#### [Supplied information]
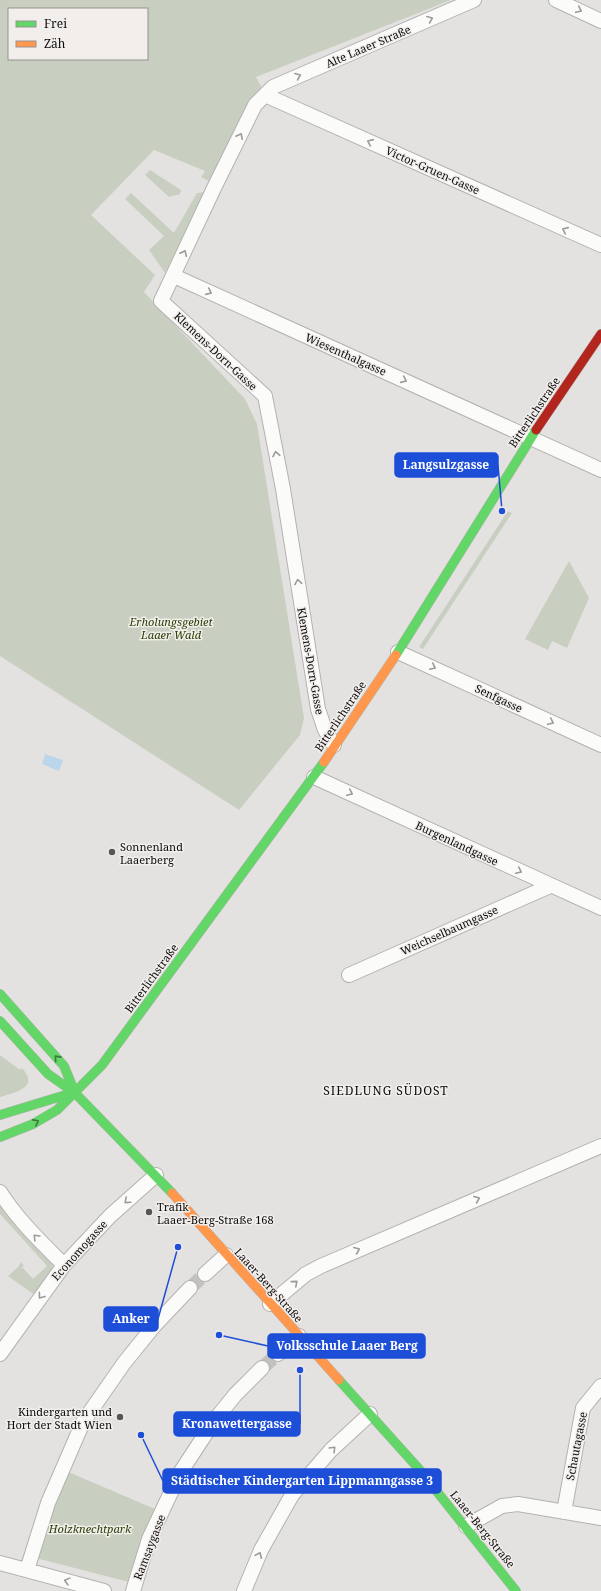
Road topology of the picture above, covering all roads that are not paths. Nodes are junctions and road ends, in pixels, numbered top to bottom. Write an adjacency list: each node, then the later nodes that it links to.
1 (474, 0): 4 (street, Alte Laaer Straße, one-way to 1)
2 (556, 0): 3 (street, one-way to 3)
3 (601, 21)
4 (265, 95): 5 (street, Victor-Gruen-Gasse, one-way to 4); 6 (street, Klemens-Dorn-Gasse, one-way to 4)
5 (601, 245)
6 (174, 276): 8 (street, Wiesenthalgasse, one-way to 8); 11 (street, Klemens-Dorn-Gasse, one-way to 6)
7 (601, 334): 8 (main road, Bitterlichstraße)
8 (525, 435): 9 (street, Wiesenthalgasse); 10 (main road, Bitterlichstraße)
9 (601, 470)
10 (398, 652): 11 (main road, Bitterlichstraße); 12 (street, Senfgasse, one-way to 12)
11 (334, 745): 13 (main road, Bitterlichstraße)
12 (601, 745)
13 (314, 777): 14 (street, Burgenlandgasse, one-way to 14); 19 (main road, Bitterlichstraße)
14 (550, 886): 15 (street, Burgenlandgasse); 16 (street, Weichselbaumgasse)
15 (601, 908)
16 (349, 974)
17 (0, 994): 19 (main road, Laaer-Berg-Straße, one-way to 17)
18 (0, 1021): 19 (main road, Laaer-Berg-Straße)
19 (74, 1092): 20 (main road); 21 (main road, Bitterlichstraße, one-way to 19); 23 (main road, Laaer-Berg-Straße)
20 (0, 1115)
21 (0, 1137)
22 (601, 1146): 29 (street, one-way to 22)
23 (156, 1175): 25 (main road, Laaer-Berg-Straße); 26 (street, Economogasse, one-way to 26)
24 (0, 1192): 26 (street, one-way to 24)
25 (226, 1255): 27 (street); 29 (main road, Laaer-Berg-Straße)
26 (64, 1265): 31 (street, Economogasse, one-way to 31)
27 (205, 1274)
28 (190, 1288): 40 (street)
29 (270, 1304): 30 (main road, Laaer-Berg-Straße)
30 (299, 1336): 32 (street); 35 (main road, Laaer-Berg-Straße)
31 (0, 1354)
32 (278, 1354)
33 (262, 1368): 42 (street, Ramsaygasse)
34 (601, 1386): 36 (street, Schautagasse)
35 (370, 1414): 38 (main road, Laaer-Berg-Straße); 43 (street, one-way to 35)
36 (564, 1512): 37 (street); 38 (street)
37 (601, 1518)
38 (466, 1526): 44 (main road, Laaer-Berg-Straße)
39 (0, 1563): 40 (street)
40 (27, 1570): 41 (street, one-way to 40)
41 (104, 1591)
42 (133, 1591)
43 (244, 1591)
44 (516, 1591)

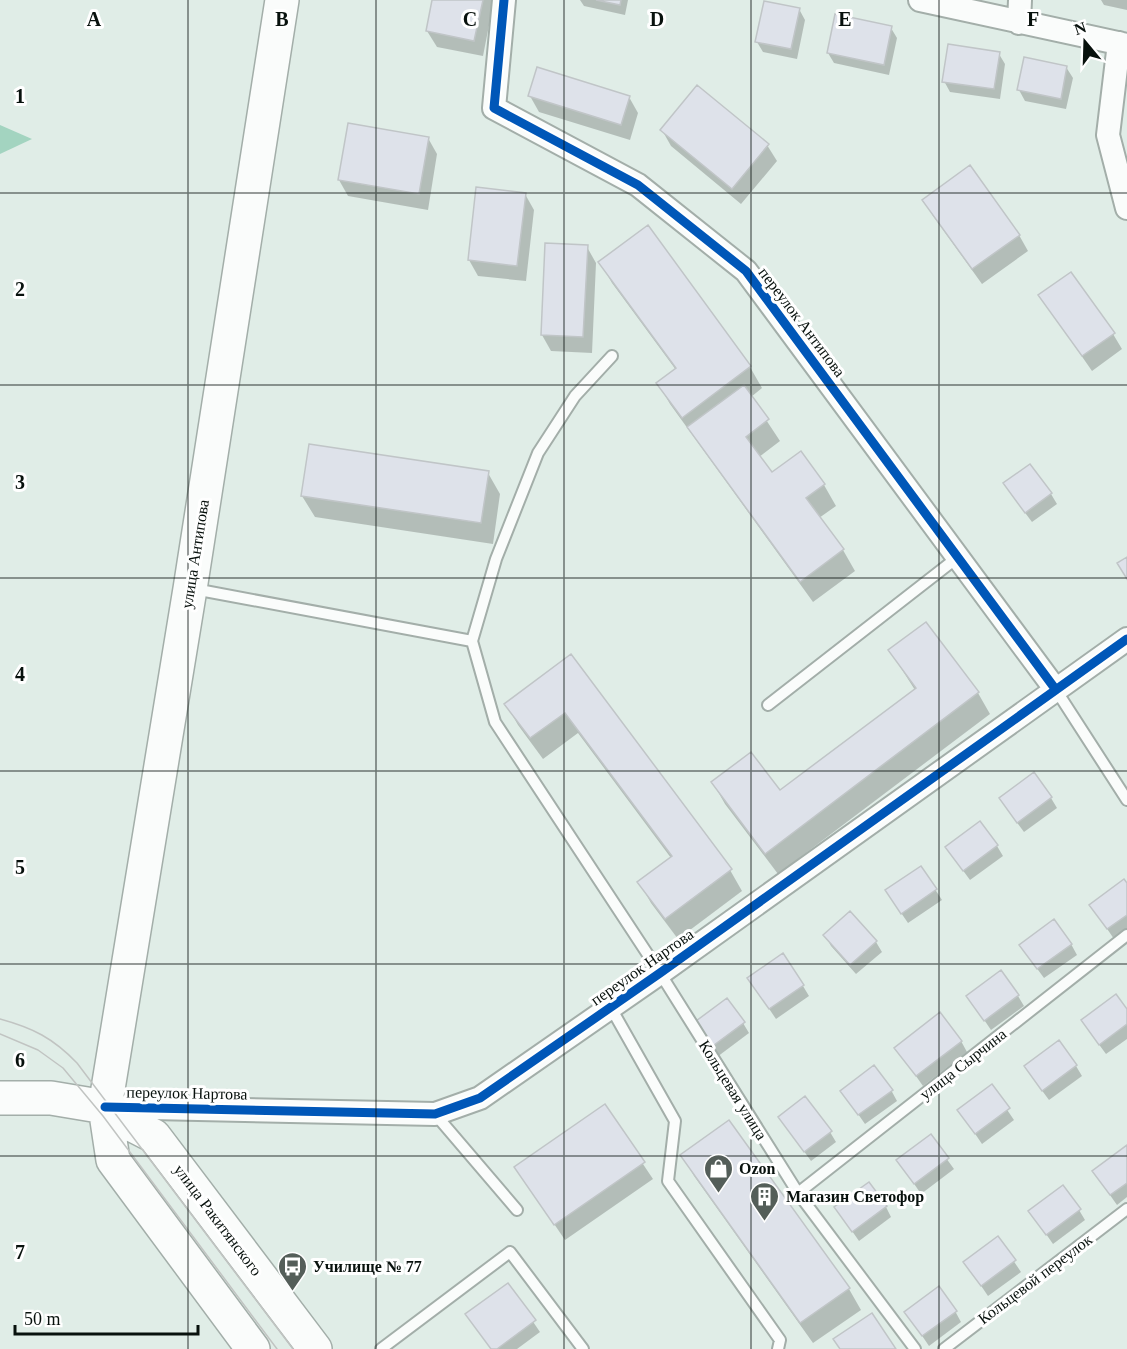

#### [Task requirements]
Print the material precisely as given, dropping any images it holds.

#### [Completed exercise]
Road topology of the picture above, covering all roads that are not paths. Nodes are junctions and road ends, in pixels, numbered top to bottom. Write an adjacency list: each node, then the later nodes that it links to.
1 (474, 0): 4 (street, Alte Laaer Straße, one-way to 1)
2 (556, 0): 3 (street, one-way to 3)
3 (601, 21)
4 (265, 95): 5 (street, Victor-Gruen-Gasse, one-way to 4); 6 (street, Klemens-Dorn-Gasse, one-way to 4)
5 (601, 245)
6 (174, 276): 8 (street, Wiesenthalgasse, one-way to 8); 11 (street, Klemens-Dorn-Gasse, one-way to 6)
7 (601, 334): 8 (main road, Bitterlichstraße)
8 (525, 435): 9 (street, Wiesenthalgasse); 10 (main road, Bitterlichstraße)
9 (601, 470)
10 (398, 652): 11 (main road, Bitterlichstraße); 12 (street, Senfgasse, one-way to 12)
11 (334, 745): 13 (main road, Bitterlichstraße)
12 (601, 745)
13 (314, 777): 14 (street, Burgenlandgasse, one-way to 14); 19 (main road, Bitterlichstraße)
14 (550, 886): 15 (street, Burgenlandgasse); 16 (street, Weichselbaumgasse)
15 (601, 908)
16 (349, 974)
17 (0, 994): 19 (main road, Laaer-Berg-Straße, one-way to 17)
18 (0, 1021): 19 (main road, Laaer-Berg-Straße)
19 (74, 1092): 20 (main road); 21 (main road, Bitterlichstraße, one-way to 19); 23 (main road, Laaer-Berg-Straße)
20 (0, 1115)
21 (0, 1137)
22 (601, 1146): 29 (street, one-way to 22)
23 (156, 1175): 25 (main road, Laaer-Berg-Straße); 26 (street, Economogasse, one-way to 26)
24 (0, 1192): 26 (street, one-way to 24)
25 (226, 1255): 27 (street); 29 (main road, Laaer-Berg-Straße)
26 (64, 1265): 31 (street, Economogasse, one-way to 31)
27 (205, 1274)
28 (190, 1288): 40 (street)
29 (270, 1304): 30 (main road, Laaer-Berg-Straße)
30 (299, 1336): 32 (street); 35 (main road, Laaer-Berg-Straße)
31 (0, 1354)
32 (278, 1354)
33 (262, 1368): 42 (street, Ramsaygasse)
34 (601, 1386): 36 (street, Schautagasse)
35 (370, 1414): 38 (main road, Laaer-Berg-Straße); 43 (street, one-way to 35)
36 (564, 1512): 37 (street); 38 (street)
37 (601, 1518)
38 (466, 1526): 44 (main road, Laaer-Berg-Straße)
39 (0, 1563): 40 (street)
40 (27, 1570): 41 (street, one-way to 40)
41 (104, 1591)
42 (133, 1591)
43 (244, 1591)
44 (516, 1591)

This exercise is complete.